There is also something noticeably more unpleasant about this film, as well. While there aren’t really any characters who are necessarily annoying (though honestly, they could have at least benefited from that because it would have meant that they had some kind of personality), a lot of their dialogue throughout the movie is delivered in overlapping screeches, which can get very difficult to stomach after a short while. The traps, too, feel a lot meaner and more sadistic than before, which I understand is the whole point, but it’s still very uncomfortable when suddenly we’re introduced to acid rain as a means of torture, or when a train carriage is electrified to a point where a simple touch of a handle could mean certain death. Crucially, it feels like there wasn’t a lot of thought put into the ideas of these deadly puzzles, and that they’re just there because the filmmakers wanted to outdo themselves for the sequel; even some of the more ridiculous traps in the Saw franchise were a little better thought out than this, because while a lot of those didn’t make sense either, they at least felt like the natural progression from one film to another. Here, there’s no process between the previous Escape Room film and this one with how cruel and unusual they are, and it’s not very entertaining when you’re stuck watching these rather thoughtless traps kill people who really don’t deserve it.
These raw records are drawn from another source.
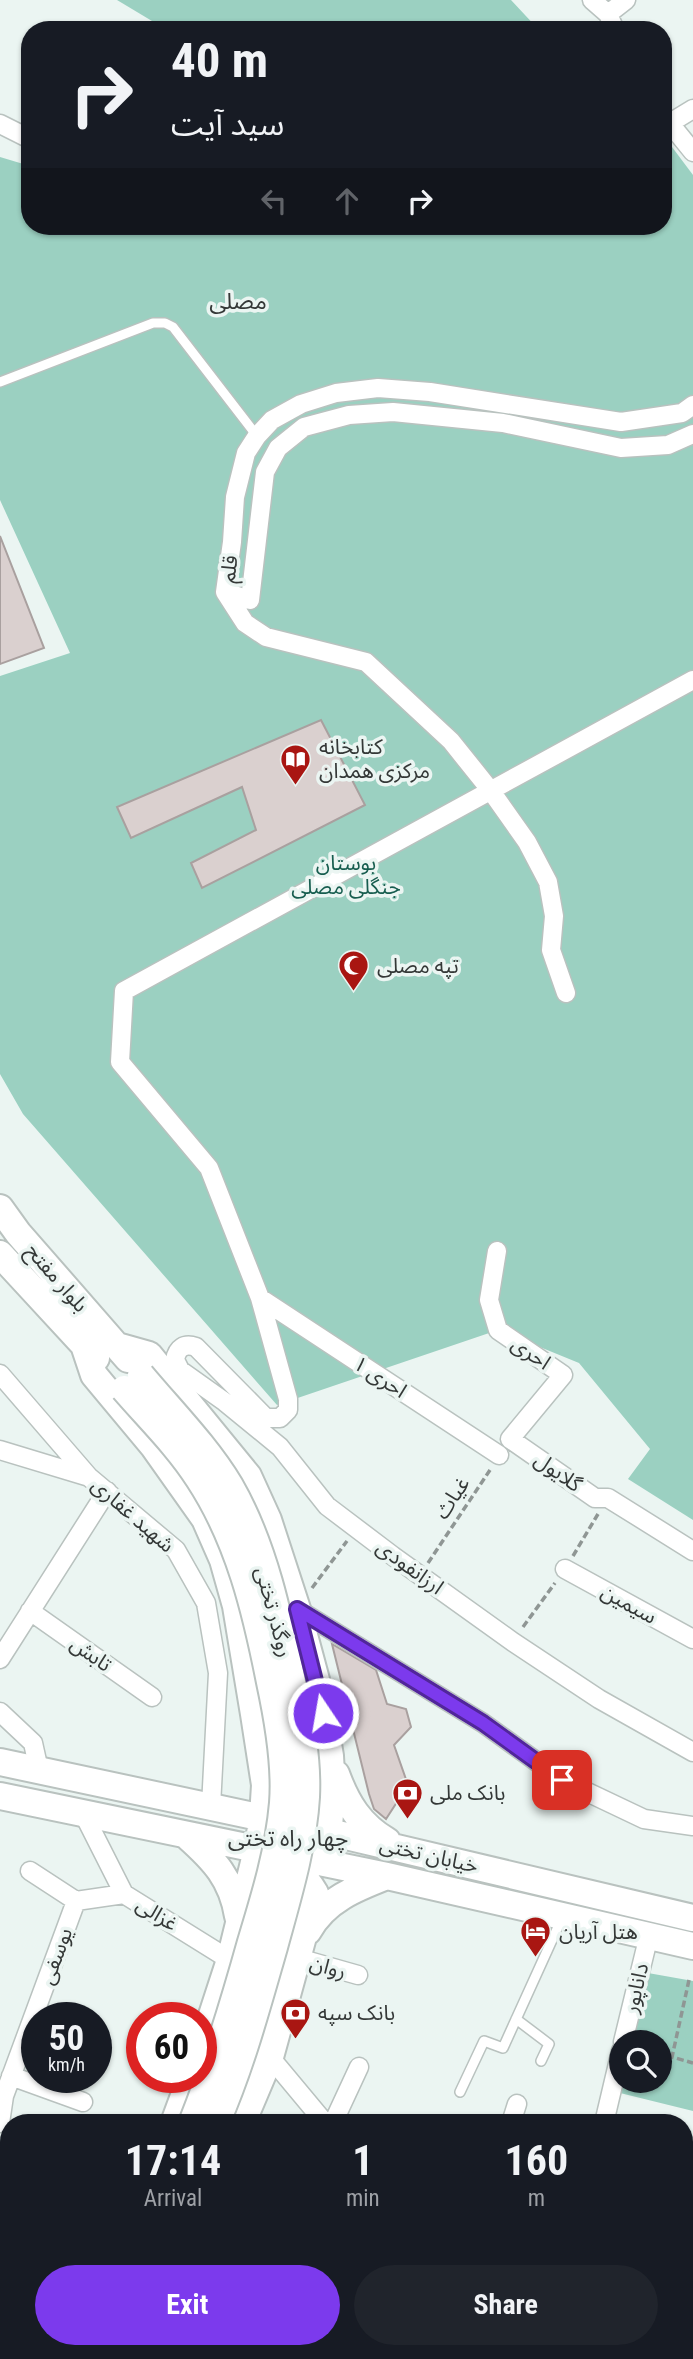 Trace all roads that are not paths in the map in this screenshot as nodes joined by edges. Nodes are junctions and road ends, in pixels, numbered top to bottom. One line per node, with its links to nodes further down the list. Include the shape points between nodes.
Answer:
1 (592, 0): 3 (street)
2 (626, 0): 4 (street)
3 (611, 21)
4 (613, 21)
5 (693, 109): 6 (street)
6 (672, 117)
7 (0, 124): 9 (street)
8 (672, 126): 10 (street)
9 (21, 134)
10 (693, 152)
11 (0, 382): 14 (lane, via 153,323 165,323 173,327)
12 (693, 405): 14 (street, قلم, via 682,413 621,422 443,393 378,388 336,393 302,404 272,420)
13 (693, 434): 15 (street, قلم, via 668,445 621,448 503,423 393,412 349,415 304,427 278,448 265,472 250,600)
14 (257, 436): 15 (street, قلم, via 246,453 235,497)
15 (225, 592): 17 (street, via 245,622 267,637 366,662 451,741)
16 (693, 680): 17 (street)
17 (491, 791): 18 (street, via 548,882 554,916 551,950); 22 (street, via 124,991 120,1062 209,1168)
18 (566, 993)
19 (0, 1208): 25 (main road, بلوار مفتح)
20 (497, 1251): 27 (street, احری, via 489,1300 498,1330 563,1375)
21 (0, 1254): 23 (main road, بلوار مفتح)
22 (260, 1298): 24 (street, via 288,1399 284,1415 266,1419 196,1347 179,1349 174,1360); 29 (street, احری ۱)
23 (84, 1345): 25 (main road, بلوار مفتح); 40 (main road, via 94,1375 154,1447 205,1519 236,1606)
24 (180, 1370): 25 (street, ارزانفودی); 41 (street, ارزانفودی, via 280,1447 327,1506 356,1528 513,1642)
25 (138, 1373): 34 (main road, via 248,1476 268,1520); 85 (main road, روگذر تختی, bridge, via 209,1496 241,1565 257,1618 281,1751 284,1800 267,1888); 86 (main road, روگذر تختی, bridge, via 230,1486 251,1531 275,1605 306,1762 305,1816 290,1889 234,2081)
26 (0, 1374): 30 (street, شهید غفاری)
27 (510, 1439): 32 (street, گلایول, via 596,1498 608,1498)
28 (0, 1450): 30 (street)
29 (499, 1455)
30 (89, 1477): 31 (street, شهید غفاری)
31 (107, 1491): 35 (street); 48 (street, شهید غفاری, via 176,1550 206,1603 218,1673)
32 (693, 1551)
33 (565, 1569): 36 (street, سیمین)
34 (297, 1609): 42 (main road); 51 (street, via 483,1723 562,1780 645,1819)
35 (30, 1611): 37 (street); 38 (street, تابش)
36 (693, 1640)
37 (0, 1659)
38 (152, 1697)
39 (0, 1712): 44 (street, via 33,1743)
40 (254, 1714): 45 (main road); 48 (main road, via 251,1787 237,1803)
41 (693, 1752)
42 (330, 1756): 46 (main road); 54 (main road, via 354,1813)
43 (0, 1762): 44 (main road, خیابان تختی)
44 (39, 1770): 48 (main road, خیابان تختی)
45 (265, 1785): 46 (main road, via 278,1801 292,1808 309,1807); 50 (main road)
46 (332, 1791): 52 (main road)
47 (0, 1796): 49 (main road, خیابان تختی)
48 (214, 1807): 50 (main road, خیابان تختی)
49 (83, 1814): 53 (main road, خیابان تختی); 60 (street, غزالی)
50 (263, 1817): 52 (main road, خیابان تختی); 55 (main road)
51 (693, 1826)
52 (329, 1832): 54 (main road, خیابان تختی); 56 (main road)
53 (185, 1835): 55 (main road, خیابان تختی); 64 (main road, via 229,1882)
54 (398, 1847): 63 (main road, خیابان تختی)
55 (257, 1850): 56 (main road, خیابان تختی); 59 (main road)
56 (324, 1864): 58 (main road, خیابان تختی)
57 (30, 1871): 61 (street)
58 (387, 1876): 62 (main road, خیابان تختی); 67 (main road, via 331,1903 311,1926)
59 (249, 1880): 64 (main road); 67 (main road, via 260,1872 284,1867 308,1881 315,1893)
60 (124, 1894): 61 (street, یوسفی); 68 (street, غزالی)
61 (76, 1901): 76 (street, یوسفی)
62 (563, 1916): 65 (main road, خیابان تختی); 71 (lane)
63 (693, 1918)
64 (239, 1921): 68 (main road)
65 (649, 1935): 66 (main road, خیابان تختی); 72 (street, داناپور)
66 (693, 1946)
67 (300, 1950): 69 (street, روان); 73 (main road)
68 (230, 1960): 70 (main road)
69 (358, 1975)
70 (216, 2002)
71 (516, 2019): 74 (lane, via 548,2044); 77 (lane, via 503,2048 484,2041)
72 (626, 2030)
73 (270, 2057): 87 (main road); 88 (street)
74 (541, 2061)
75 (359, 2067): 89 (street)
76 (11, 2076): 80 (street, یوسفی); 81 (street)
77 (460, 2092)
78 (185, 2093): 84 (main road)
79 (611, 2093): 91 (street)
80 (2, 2095): 83 (street, یوسفی)
81 (83, 2102)
82 (517, 2104): 90 (street)
83 (1, 2114)
84 (177, 2114)
85 (195, 2114)
86 (220, 2114)
87 (246, 2114)
88 (318, 2114)
89 (337, 2114)
90 (514, 2114)
91 (606, 2114)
It’s a sequel that lacks guts, figuratively and literally – its watered-down nature, done solely to obtain a PG-13 rating in the United States, takes away the gore and twisted menace that the Saw movies bathed themselves in – and the lack of any interesting character or story arc all but certifies its forgettable destiny. The writing, with its hokey dialogue (including the most eye-rolling title drop in a good long while) and non-cohesiveness in the plotting, gives very little reason for you to care about anything, nor does it really make you all that excited to see more of these. The first film may have ended with an all-too confident promise that there would be more in this franchise, but the way that this one leaves things, it only has you groaning that you very likely have to endure future instalments very soon.

If/when a third Escape Room comes into the picture, maybe then they can put things in the right position – but two movies in so far, I doubt that there’ll be much puzzling over whether or not this is all a waste of time.

SO, TO SUM UP…

Escape Room: Tournament of Champions is an uninventive sequel that rehashes its predecessor but on a larger scale, with some nonsensical and rather unpleasant traps not making this a comfortable viewing experience.